___ Input

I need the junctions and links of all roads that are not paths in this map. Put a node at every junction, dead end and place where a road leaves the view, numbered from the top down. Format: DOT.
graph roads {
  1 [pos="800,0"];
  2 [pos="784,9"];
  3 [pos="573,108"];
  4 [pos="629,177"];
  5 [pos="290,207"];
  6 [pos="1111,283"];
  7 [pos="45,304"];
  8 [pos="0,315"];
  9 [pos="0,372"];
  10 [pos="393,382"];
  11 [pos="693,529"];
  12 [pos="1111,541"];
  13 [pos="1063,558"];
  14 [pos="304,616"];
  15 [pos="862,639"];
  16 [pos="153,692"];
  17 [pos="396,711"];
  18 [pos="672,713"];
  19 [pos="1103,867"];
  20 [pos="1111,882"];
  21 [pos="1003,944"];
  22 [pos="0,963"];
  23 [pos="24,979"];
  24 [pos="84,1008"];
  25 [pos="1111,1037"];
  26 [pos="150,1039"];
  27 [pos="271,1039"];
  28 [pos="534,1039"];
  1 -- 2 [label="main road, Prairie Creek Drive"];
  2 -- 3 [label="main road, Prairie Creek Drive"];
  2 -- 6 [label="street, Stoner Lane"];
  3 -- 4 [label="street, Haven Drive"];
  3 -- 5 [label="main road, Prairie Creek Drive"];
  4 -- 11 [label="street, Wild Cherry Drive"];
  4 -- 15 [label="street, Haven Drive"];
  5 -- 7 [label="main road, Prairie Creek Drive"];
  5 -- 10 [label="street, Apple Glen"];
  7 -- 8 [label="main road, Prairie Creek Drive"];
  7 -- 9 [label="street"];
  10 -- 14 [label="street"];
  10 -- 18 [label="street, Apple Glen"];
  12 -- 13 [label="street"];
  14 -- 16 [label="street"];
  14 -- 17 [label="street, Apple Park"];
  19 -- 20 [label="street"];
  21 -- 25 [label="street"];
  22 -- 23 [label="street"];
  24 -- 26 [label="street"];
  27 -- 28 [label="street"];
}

______
___ Input

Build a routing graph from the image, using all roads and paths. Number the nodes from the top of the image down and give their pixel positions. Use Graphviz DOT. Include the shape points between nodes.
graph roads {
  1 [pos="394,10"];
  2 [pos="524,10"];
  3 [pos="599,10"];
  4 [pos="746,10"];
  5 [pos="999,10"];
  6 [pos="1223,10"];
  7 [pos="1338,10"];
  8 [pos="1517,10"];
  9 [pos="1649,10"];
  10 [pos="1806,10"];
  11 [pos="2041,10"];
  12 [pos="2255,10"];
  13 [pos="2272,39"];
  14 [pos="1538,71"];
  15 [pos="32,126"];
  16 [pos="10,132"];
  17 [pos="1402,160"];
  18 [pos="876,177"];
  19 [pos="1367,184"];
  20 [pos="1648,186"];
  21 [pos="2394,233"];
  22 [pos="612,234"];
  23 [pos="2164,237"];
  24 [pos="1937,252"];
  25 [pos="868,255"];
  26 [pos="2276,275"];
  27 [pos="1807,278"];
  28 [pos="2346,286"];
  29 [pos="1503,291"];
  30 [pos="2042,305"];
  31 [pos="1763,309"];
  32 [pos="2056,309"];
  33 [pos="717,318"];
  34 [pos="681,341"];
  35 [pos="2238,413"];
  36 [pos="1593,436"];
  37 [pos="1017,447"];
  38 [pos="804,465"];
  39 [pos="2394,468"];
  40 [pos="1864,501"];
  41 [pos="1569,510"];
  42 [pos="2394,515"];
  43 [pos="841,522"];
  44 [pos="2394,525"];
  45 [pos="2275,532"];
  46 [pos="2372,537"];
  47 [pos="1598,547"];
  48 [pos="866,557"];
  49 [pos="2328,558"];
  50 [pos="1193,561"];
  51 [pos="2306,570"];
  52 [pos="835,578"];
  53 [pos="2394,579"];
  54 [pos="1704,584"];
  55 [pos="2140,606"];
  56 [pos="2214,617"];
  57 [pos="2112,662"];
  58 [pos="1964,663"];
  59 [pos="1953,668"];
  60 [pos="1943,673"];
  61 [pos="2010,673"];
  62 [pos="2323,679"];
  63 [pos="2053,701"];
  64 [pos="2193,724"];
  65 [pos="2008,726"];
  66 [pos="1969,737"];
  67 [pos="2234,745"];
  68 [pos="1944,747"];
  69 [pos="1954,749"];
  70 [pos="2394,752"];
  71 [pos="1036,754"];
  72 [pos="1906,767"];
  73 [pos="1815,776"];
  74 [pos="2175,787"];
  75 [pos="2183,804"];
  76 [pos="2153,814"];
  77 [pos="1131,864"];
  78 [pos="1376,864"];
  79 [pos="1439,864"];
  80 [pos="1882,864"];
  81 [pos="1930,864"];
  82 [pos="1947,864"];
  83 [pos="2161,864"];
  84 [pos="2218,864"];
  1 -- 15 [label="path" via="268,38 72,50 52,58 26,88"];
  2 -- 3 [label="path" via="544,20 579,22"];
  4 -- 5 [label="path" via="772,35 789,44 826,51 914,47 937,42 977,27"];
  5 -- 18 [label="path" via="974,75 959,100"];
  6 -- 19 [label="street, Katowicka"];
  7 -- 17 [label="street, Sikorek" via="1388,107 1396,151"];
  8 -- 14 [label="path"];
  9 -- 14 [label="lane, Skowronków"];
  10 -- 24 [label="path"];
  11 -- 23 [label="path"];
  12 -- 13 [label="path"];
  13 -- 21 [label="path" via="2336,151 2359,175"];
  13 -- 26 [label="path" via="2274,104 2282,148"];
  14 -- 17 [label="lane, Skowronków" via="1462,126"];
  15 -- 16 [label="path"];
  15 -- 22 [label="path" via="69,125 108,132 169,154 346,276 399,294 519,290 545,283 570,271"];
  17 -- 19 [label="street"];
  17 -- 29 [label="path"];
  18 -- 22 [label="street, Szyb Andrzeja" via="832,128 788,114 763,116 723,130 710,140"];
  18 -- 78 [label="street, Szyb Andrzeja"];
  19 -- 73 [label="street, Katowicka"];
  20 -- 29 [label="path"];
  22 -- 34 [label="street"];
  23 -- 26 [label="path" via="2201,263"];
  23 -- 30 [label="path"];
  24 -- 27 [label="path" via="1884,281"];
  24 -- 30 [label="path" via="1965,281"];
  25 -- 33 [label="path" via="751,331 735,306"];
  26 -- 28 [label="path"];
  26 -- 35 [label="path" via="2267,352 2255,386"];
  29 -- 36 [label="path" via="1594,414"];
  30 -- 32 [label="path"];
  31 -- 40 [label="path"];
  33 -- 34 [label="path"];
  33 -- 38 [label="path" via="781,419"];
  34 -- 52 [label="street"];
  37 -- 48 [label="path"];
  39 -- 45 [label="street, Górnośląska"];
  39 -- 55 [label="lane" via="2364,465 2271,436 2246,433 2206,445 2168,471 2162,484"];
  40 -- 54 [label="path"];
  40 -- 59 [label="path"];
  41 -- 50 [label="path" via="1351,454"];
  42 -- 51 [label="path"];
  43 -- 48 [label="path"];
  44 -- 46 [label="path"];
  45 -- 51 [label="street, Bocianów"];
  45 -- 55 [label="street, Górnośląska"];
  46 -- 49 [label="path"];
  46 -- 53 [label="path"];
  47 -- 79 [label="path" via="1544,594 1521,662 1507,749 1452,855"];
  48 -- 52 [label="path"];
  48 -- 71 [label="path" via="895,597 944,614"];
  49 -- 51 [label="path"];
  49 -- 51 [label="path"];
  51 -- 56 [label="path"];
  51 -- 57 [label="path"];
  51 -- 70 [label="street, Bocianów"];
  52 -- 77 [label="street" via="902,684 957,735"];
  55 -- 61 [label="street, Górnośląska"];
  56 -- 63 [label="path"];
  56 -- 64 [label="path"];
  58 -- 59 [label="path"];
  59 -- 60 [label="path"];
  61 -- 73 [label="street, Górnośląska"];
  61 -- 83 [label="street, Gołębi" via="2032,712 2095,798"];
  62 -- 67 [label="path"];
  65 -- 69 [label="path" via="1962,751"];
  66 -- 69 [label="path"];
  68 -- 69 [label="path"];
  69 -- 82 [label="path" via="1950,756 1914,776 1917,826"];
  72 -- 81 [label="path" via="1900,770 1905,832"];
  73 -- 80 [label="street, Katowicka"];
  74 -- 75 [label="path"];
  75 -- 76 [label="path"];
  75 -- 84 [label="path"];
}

______

### Your objective
In the entries above, which lines hold the word "Górnośląska"? Copy them out.

### Solved exercise
  39 -- 45 [label="street, Górnośląska"];
  45 -- 55 [label="street, Górnośląska"];
  55 -- 61 [label="street, Górnośląska"];
  61 -- 73 [label="street, Górnośląska"];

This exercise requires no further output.